• _REQUIRED WORK_: The answer must be one number: how many lines in the data below include the string "Bellaire".

• _MATERIAL SHOWN_:

#####

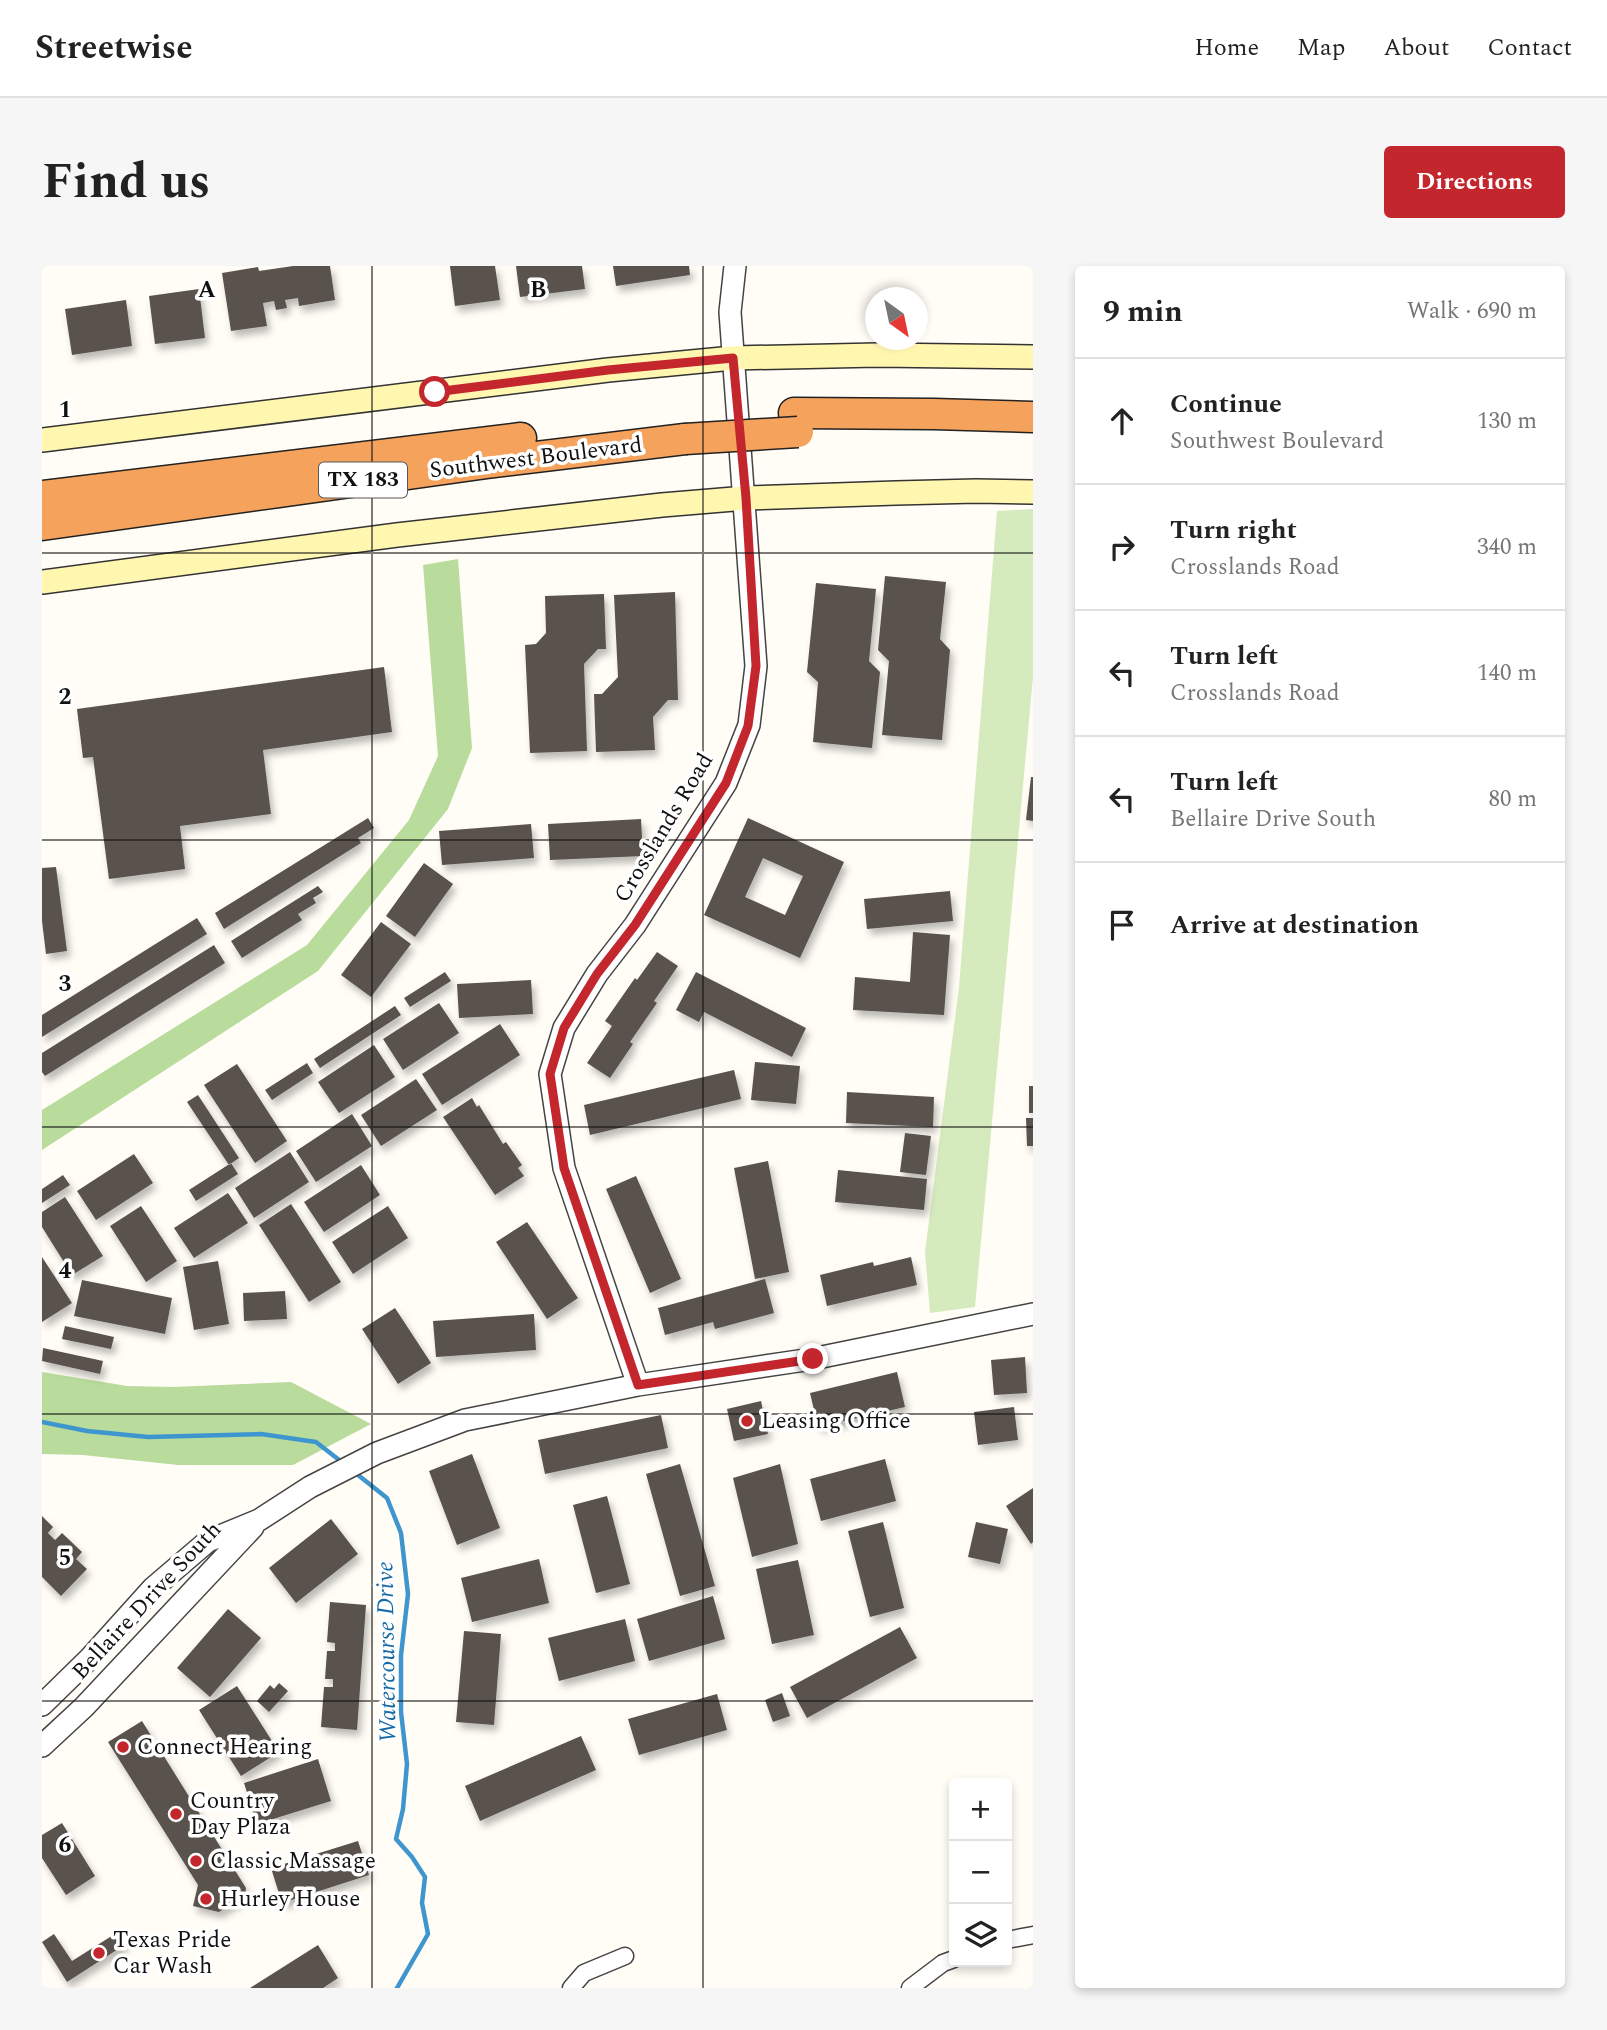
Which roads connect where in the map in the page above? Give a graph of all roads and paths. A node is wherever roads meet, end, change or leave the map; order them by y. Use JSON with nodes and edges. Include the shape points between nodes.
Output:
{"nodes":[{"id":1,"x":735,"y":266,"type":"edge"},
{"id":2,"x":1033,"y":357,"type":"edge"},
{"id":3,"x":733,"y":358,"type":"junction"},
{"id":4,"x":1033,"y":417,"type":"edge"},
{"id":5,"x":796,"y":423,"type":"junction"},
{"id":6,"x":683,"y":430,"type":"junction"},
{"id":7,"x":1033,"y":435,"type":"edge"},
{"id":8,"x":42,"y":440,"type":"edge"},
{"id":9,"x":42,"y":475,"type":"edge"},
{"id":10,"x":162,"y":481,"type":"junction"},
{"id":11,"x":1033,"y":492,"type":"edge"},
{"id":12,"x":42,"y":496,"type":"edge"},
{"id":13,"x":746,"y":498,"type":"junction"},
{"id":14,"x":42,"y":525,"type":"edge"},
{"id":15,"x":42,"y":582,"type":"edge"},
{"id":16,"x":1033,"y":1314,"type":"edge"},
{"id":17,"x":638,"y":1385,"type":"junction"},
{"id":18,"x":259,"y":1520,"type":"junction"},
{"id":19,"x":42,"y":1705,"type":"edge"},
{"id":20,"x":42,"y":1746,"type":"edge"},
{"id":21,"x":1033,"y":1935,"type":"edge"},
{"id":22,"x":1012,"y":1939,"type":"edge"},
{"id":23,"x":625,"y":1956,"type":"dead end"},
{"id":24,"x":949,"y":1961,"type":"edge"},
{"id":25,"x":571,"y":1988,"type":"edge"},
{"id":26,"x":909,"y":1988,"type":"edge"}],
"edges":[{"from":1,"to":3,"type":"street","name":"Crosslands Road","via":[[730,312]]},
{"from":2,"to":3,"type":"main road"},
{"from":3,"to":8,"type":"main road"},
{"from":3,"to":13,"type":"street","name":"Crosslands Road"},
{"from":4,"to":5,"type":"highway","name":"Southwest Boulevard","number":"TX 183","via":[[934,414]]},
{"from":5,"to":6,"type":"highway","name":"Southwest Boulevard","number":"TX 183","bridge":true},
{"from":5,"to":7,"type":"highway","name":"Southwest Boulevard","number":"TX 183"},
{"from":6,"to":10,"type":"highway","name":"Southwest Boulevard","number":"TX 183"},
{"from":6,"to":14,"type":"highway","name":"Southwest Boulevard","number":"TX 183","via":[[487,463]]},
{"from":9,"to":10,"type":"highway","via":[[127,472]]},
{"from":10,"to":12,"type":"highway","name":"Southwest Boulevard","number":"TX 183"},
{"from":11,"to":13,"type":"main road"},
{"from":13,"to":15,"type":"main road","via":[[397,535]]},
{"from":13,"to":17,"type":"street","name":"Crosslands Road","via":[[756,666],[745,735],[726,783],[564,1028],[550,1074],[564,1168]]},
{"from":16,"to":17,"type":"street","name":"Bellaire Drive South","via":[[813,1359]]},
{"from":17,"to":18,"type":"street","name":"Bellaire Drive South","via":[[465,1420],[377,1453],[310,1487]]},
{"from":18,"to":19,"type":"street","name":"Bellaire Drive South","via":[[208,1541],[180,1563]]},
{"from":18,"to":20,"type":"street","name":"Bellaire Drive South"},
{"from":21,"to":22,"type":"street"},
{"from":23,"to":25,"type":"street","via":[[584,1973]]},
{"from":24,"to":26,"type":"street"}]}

#####

• _FINAL ANSWER_: 4